2016.07.01遊びが育む多様性【園長のひとり言】
Brexit(ブレキジット)。イギリスが国民投票によってEU(欧州連合)から離脱することになり国際社会で波紋を呼んでいます。それらが今後、どの様な影響を及ぼすかは分からないけれど、改めて多様化する社会のなかで、デジタルに白か黒かで結論を出すことの難しさを感じます。
そして、私たちを取り巻く世界が、これからもっともっと複雑に変化していくのだとしたら、より柔軟な思考や多面的な視点を持つこと。さらに言えば、それら育むことが求められます。
だとすれば、なごみの保育や教育の環境には、一定の合理性を見出すことができる。その理屈はこう。まずココでは、学び、つまり遊びを①機能練習遊び、②構成(構造)遊び、③役割遊び、④ルールのある遊び、⑤描画(工作)、⑥大人からはじめる遊びの6つに体系化しています。

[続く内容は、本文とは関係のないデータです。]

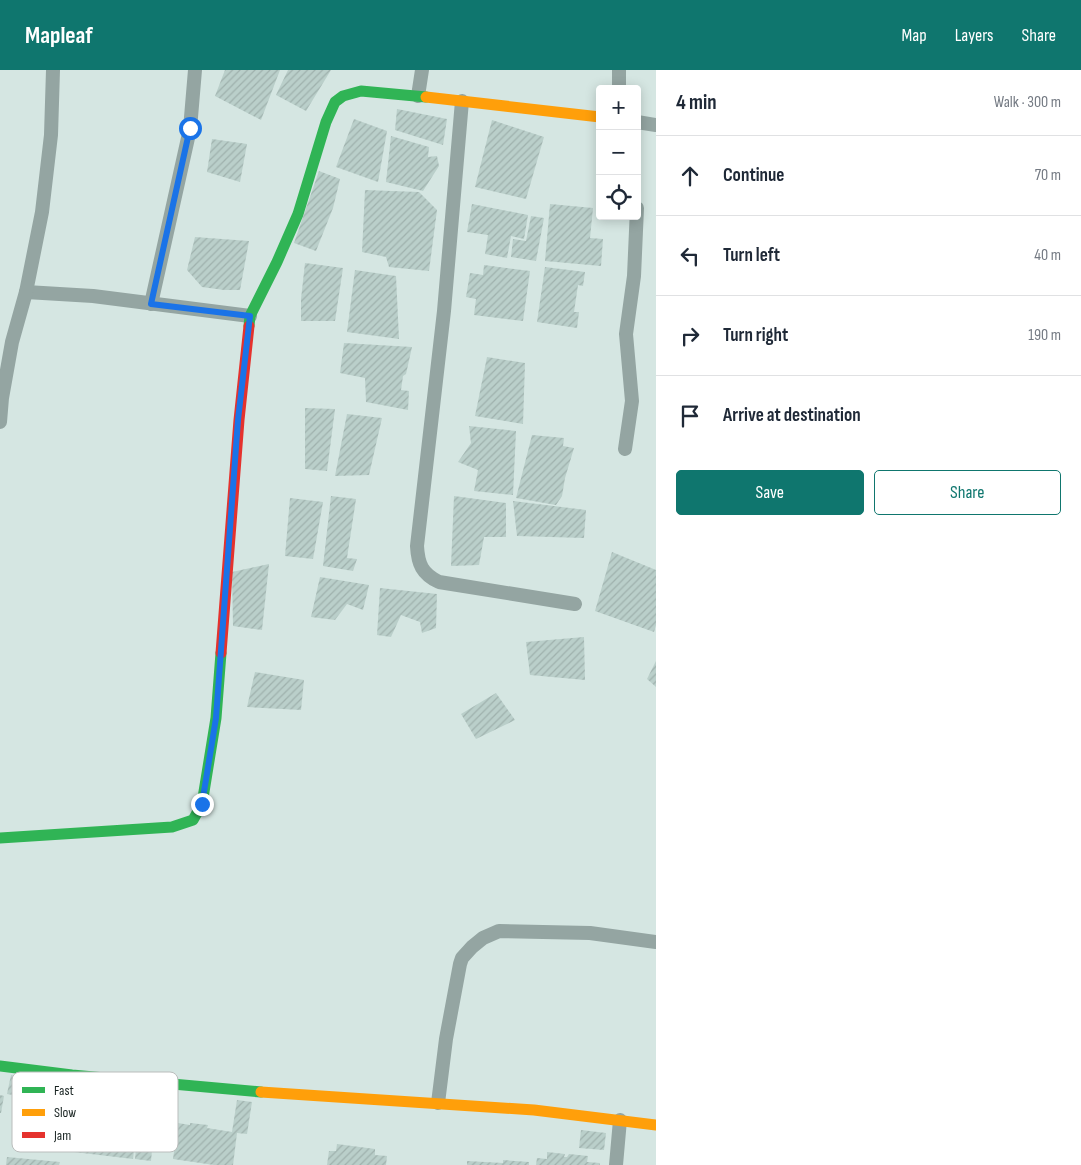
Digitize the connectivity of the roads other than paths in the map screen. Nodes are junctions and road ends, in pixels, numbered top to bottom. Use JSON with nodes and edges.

乳幼児期の学びが遊びであることは、これまでも何度もお伝えしてきたので割愛。保育所保育指針や幼稚園教育要領、幼保連携型認定こども園教育・保育要領にもそう書いてあるし、ね。
それらの遊びを簡単に解説するとこんな感じ。
①機能練習遊び
いろいろな素材、道具を見て、接合したり、回転させたり、はめたり、ちぎったりと、素材、道具を操作することを繰り返し練習する遊び。
②構成(構造)遊び
積木に代表されるような構築する、つまり子どものつくりたいという欲求からうまれる遊び。
③役割遊び
大人の模倣からはじまり、ままごとやお店屋さんごっこのように役を演じることで成り立つ遊び。
④ルールのある遊び
カードゲームなどルールを守ることによって楽しく遊べる遊び。
⑤描画(工作)
皆さんご承知の通り。
⑥大人からはじめる遊び
絵本、おはなし、わらべうたなど。
で、これらが部屋にバランスよく存在(③④⑤は、発達を考慮し2歳児くらいから)しています。存在しているとは、分かりやすく言えば常に子どもの手の届くところにそれらの玩具があるということです。

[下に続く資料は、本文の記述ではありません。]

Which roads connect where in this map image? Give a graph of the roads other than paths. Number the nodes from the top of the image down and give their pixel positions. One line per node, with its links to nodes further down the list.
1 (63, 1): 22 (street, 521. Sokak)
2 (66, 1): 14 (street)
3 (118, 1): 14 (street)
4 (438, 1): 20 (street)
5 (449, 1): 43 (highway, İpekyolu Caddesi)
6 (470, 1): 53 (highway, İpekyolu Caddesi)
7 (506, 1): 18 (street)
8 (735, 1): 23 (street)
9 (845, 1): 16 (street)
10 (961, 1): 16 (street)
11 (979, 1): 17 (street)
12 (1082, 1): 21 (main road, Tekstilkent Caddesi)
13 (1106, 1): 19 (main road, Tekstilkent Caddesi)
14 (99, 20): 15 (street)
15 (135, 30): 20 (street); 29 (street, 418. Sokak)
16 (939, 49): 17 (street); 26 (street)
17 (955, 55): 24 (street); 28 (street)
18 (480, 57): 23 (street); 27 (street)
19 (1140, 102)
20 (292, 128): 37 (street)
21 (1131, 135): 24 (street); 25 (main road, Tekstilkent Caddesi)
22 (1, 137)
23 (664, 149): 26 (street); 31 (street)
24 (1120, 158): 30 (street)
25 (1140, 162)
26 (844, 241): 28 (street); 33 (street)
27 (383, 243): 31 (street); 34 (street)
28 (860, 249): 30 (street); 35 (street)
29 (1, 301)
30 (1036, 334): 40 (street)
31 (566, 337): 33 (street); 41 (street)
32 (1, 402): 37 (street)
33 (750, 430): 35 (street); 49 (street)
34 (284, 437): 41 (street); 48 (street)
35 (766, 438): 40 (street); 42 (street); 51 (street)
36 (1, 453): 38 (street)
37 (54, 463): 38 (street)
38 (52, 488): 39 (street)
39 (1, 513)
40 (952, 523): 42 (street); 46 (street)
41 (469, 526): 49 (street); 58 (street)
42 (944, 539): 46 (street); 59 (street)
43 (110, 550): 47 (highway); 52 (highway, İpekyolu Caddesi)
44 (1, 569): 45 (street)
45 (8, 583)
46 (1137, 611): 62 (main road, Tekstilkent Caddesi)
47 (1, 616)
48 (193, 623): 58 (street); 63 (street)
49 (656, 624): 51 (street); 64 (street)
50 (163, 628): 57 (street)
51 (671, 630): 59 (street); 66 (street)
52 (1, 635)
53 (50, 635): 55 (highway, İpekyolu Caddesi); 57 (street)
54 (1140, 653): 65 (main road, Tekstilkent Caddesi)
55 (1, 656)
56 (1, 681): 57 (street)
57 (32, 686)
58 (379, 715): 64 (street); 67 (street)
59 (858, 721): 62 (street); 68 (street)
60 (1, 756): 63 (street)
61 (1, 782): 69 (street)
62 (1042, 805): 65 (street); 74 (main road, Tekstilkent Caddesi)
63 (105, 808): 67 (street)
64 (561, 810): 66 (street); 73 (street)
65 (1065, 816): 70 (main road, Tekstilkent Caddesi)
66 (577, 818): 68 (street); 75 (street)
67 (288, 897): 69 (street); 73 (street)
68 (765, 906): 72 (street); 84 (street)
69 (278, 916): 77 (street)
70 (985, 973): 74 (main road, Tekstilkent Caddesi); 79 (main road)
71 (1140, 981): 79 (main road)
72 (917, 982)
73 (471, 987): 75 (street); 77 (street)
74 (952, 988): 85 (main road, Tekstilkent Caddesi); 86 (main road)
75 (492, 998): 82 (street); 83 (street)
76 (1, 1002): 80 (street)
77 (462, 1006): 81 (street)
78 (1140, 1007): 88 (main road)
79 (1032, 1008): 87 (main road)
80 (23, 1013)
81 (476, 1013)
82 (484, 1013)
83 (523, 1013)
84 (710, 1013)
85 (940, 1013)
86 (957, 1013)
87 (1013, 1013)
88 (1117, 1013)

だからこの環境においては、必然的に色々な感性をもつ子どもたちが、他者のソレを受け入れながら、主体的に遊びを選択し、また共同していくことになります。コレ、です。この多様な価値観を受け入れながら自分の個性を磨いていく体験こそが、将来の柔軟性を育む鍵なのです。そして、この環境をより豊かにしていくことが私たちの専門性、つまり乳幼児期における教育としての積極性なのです。
あ、ちなみに一般的な幼児教育・保育現場において遊びが体系化されていること自体が珍しく、そもそも子どもたちが何で遊ぶかは保育者によって画一的に決められています。「さあ、皆さんコレをやりましょう」ってね。業界用語で設定保育って言うらしいけど。